README instructions outdated (?), build fails with CUDA enabled
On an Ubuntu 20.04 machine, with cuda 11.4 and g++ 9.3, I follow the instructions on the README:
$ git clone [email protected]:LLNL/CHAI.git
...
$ cd CHAI
$ git submodule update --init --recursive
...
$ mkdir build && cd build
$ cmake -DCUDA_TOOLKIT_ROOT_DIR=/usr/local/cuda ../
...
-- CUDA Support is Off
...
CMake Warning:
Manually-specified variables were not used by the project:
CUDA_TOOLKIT_ROOT_DIR
So, it seems the toolkit directory is being ignored and not actually enabling cuda (?). If we force cuda to be enabled, cmake configures as one would expect, but the library itself fails to build:
$ cmake -DCUDA_TOOLKIT_ROOT_DIR=/usr/local/cuda -DENABLE_CUDA=ON ../
...
-- CUDA Support is ON
...
-- Configuring done
-- Generating done
-- Build files have been written to: ...
$ make -j
[ 0%] Building CXX object blt/thirdparty_builtin/googletest-master-2020-01-07/googletest/CMakeFiles/gtest.dir/src/gtest-all.cc.o
[ 0%] Building CXX object blt/tests/smoke/CMakeFiles/blt_cuda_version_smoke.dir/blt_cuda_version_smoke.cpp.o
[ 3%] Building CUDA object blt/tests/smoke/CMakeFiles/blt_cuda_smoke.dir/blt_cuda_smoke.cpp.o
...
[ 94%] Linking CUDA device code CMakeFiles/chai-example.exe.dir/cmake_device_link.o
/usr/bin/ld: ../lib/libumpire.a(Allocator.cpp.o): in function `__sti____cudaRegisterAll()':
tmpxft_0001b8fd_00000000-6_Allocator.cudafe1.cpp:(.text+0xee3): undefined reference to `__cudaRegisterLinkedBinary_44_tmpxft_0001b8fd_00000000_7_Allocator_cpp1_ii_a17095a1'
/usr/bin/ld: ../lib/libumpire.a(Replay.cpp.o): in function `__sti____cudaRegisterAll()':
tmpxft_0001b8fe_00000000-6_Replay.cudafe1.cpp:(.text+0x6fb): undefined reference to `__cudaRegisterLinkedBinary_41_tmpxft_0001b8fe_00000000_7_Replay_cpp1_ii_5eca6429'
/usr/bin/ld: ../lib/libumpire.a(ResourceManager.cpp.o): in function `__sti____cudaRegisterAll()':
tmpxft_0001b8f9_00000000-6_ResourceManager.cudafe1.cpp:(.text+0xe1a3): undefined reference to `__cudaRegisterLinkedBinary_50_tmpxft_0001b8f9_00000000_7_ResourceManager_cpp1_ii_42a9a1b2'
There are many more errors like this.
What version of CMake are you using?
What version of CMake are you using?
3.20.1
Okay, so there are two things here - the ENABLE_CUDA option is required (but at one point in time was the default, so wasn't needed). For the build errors, I'm not sure. We have a build configuration in CI very similar to what you describe and it's working fine: https://github.com/LLNL/CHAI/blob/develop/Dockerfile#L54
Okay, so there are two things here - the ENABLE_CUDA option is required (but at one point in time was the default, so wasn't needed)
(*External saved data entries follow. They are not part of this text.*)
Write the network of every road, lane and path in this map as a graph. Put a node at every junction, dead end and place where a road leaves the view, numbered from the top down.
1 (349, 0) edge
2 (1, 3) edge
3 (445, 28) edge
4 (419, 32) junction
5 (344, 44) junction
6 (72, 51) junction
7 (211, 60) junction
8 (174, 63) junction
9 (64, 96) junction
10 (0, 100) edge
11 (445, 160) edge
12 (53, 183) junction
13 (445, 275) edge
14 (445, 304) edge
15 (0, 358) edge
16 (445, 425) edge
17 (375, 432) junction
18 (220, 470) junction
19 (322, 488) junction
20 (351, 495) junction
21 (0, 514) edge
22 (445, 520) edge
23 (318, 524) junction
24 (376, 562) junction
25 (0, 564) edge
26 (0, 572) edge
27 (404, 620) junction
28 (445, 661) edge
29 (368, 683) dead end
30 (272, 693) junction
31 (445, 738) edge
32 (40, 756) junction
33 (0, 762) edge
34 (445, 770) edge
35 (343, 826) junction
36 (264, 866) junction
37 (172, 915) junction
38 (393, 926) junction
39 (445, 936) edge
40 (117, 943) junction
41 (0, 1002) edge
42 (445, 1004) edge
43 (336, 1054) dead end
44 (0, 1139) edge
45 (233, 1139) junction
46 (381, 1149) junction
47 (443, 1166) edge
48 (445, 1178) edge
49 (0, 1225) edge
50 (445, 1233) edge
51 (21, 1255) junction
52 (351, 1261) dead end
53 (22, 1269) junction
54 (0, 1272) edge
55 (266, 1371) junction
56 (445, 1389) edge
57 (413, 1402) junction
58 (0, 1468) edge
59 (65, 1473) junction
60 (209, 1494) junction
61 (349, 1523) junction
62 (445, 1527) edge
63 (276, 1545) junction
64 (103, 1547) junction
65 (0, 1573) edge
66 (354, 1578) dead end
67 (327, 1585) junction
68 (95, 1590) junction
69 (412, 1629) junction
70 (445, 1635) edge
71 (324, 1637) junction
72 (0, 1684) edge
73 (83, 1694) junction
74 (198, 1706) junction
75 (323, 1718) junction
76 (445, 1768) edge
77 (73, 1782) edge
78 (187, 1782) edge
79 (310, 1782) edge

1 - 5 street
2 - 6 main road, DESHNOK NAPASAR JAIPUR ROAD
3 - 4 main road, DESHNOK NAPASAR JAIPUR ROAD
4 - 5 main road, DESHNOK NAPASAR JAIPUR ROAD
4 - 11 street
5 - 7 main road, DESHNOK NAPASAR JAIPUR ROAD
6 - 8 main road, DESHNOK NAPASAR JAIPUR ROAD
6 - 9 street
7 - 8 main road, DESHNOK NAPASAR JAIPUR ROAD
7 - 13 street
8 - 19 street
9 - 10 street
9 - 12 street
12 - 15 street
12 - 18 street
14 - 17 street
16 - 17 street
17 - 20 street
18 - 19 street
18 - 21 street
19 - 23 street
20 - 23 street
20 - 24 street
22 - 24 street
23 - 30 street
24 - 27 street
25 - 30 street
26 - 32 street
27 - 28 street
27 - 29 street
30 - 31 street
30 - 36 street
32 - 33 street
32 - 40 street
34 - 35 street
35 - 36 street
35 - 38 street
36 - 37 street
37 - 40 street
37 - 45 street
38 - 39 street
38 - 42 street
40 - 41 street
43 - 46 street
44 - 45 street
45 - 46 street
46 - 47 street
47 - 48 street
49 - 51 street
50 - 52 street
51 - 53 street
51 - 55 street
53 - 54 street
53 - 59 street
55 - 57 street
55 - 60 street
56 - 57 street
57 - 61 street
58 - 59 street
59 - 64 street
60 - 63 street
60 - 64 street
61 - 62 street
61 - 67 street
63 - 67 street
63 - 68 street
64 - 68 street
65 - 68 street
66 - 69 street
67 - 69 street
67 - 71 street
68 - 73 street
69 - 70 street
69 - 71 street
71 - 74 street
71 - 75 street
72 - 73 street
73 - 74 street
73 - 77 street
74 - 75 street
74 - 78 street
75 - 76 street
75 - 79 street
Then can you please modify the main README to provide up-to-date instructions on how to build?
For the build errors, I'm not sure. We have a build configuration in CI very similar to what you describe and it's working fine
Our build of CHAI was broken when installing through spack, so I tried compiling manually and both cases produced the same errors indicated above.
FROM axom/compilers:nvcc-10 AS nvcc
Perhaps it's worth testing against the most recent major release of cuda (v10.0 is ~3 years old)
Update: when configuring with an old version of CMake (3.14), CHAI does build without error:
$ /path/to/cmake-3.14.0/bin/cmake -DCUDA_TOOLKIT_ROOT_DIR=/usr/local/cuda -DENABLE_CUDA=ON ../
...
$ make
...
[100%] Built target managed_ptr_tests
[100%] Linking CUDA device code CMakeFiles/managed_array_tests.dir/cmake_device_link.o
[100%] Linking CXX executable ../../bin/managed_array_tests
[100%] Built target managed_array_tests
[100%] Linking CUDA device code CMakeFiles/primary_pool_tests.dir/cmake_device_link.o
[100%] Linking CXX executable ../../../../../bin/primary_pool_tests
[100%] Built target primary_pool_tests
$
Perhaps the discrepancy is related to some of the recent changes to CMake's built-in support for CUDA. It would be good if CHAI could discover which versions of CMake it does support, and indicate that on the README / documentation.